Seorang ayah muda bersama istrinya datang pagi ini ke
sekolah yang sederhana. Duduk di sofa ruang
tamu sekolah yang jauh dari kesan mewah.
Ruang tamu yang hanya bersekat almari tua dengan ruang Tata Usaha dan
Ruang kepala sekolah. Sofa berwarna hitam mungkin itulah satu-satunya barang
mewah di sekolah ini, dan itupun pemberian dari seorang jamaah pengajian
pembina Yayasan. Beliau memberikan sofa ini karena akan pindah ke Pulau Jawa
bulan ini.
Dari tampilan kedua orang tua ini, terlihat bahwa mereka adalah
salah satu kelas menengah di kota ini. Baju yang necis, kendaraan MPV, HP
android bermerk dan sang ayah menjinjing tas yang sepertinya tas notebook.
Sudah sekitar 5 menit mereka menunggu kepala sekolah ini.
Sang kepala sekolah seperti biasa, di pagi hari akan keliling ke pojok-pojok
kegiatan pagi yang rutin dilaksanakan di sekolah ini.

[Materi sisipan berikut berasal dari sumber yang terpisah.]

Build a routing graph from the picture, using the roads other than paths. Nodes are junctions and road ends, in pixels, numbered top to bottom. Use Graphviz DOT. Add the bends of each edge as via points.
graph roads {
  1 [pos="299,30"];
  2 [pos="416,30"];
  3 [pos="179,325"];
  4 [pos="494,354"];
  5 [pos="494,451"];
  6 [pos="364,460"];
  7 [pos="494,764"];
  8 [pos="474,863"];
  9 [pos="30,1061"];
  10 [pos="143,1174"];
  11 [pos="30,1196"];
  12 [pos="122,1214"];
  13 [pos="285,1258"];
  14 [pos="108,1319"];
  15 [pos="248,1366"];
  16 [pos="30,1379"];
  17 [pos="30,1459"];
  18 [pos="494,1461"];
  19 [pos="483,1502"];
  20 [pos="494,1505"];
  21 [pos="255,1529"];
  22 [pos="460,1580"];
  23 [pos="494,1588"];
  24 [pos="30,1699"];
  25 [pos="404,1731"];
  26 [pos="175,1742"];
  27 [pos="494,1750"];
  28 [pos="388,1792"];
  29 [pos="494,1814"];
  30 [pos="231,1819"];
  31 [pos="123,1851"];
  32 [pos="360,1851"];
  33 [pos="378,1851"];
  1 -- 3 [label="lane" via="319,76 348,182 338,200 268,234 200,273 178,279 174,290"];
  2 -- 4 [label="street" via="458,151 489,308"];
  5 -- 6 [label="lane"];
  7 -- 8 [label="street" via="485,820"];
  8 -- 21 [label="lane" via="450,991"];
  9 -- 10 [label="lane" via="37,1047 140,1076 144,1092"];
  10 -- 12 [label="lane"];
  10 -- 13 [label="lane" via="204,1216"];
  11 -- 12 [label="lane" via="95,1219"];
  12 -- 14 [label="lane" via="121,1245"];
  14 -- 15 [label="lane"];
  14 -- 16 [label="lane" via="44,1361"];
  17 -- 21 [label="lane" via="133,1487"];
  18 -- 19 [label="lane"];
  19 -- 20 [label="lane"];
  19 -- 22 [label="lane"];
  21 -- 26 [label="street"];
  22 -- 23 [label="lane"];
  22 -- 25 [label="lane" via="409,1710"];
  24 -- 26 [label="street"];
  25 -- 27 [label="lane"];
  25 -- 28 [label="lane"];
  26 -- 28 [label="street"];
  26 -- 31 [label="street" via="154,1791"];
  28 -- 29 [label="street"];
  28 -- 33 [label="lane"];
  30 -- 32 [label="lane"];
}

Setelah meminta maaf karena membuat pasangan ini menunggu,
sang kepala sekolah memulai pembicaraan.
“Ada yang bisa saya bantu pak ?” tanya kepala sekolah pada
bapak itu .
“Kami berencana memasukkan anak kami ke sekolah ini pak.
Sekarang anak kami sudah di TK B. Juli nanti rencananya saya akan masukkan di
sekolah dasar. Saya ingin tahu tentang sekolah ini pak, beberapa teman saya
memasukkan anaknya di sini. Kata mereka, sekolah ini peduli pada tahapan
perkembangan anak. “ jawab sang bapak dengan bahasa yang teratur dan enak
didengar.
Sang kepala sekolah duduk di seberang kedua orang tua ini.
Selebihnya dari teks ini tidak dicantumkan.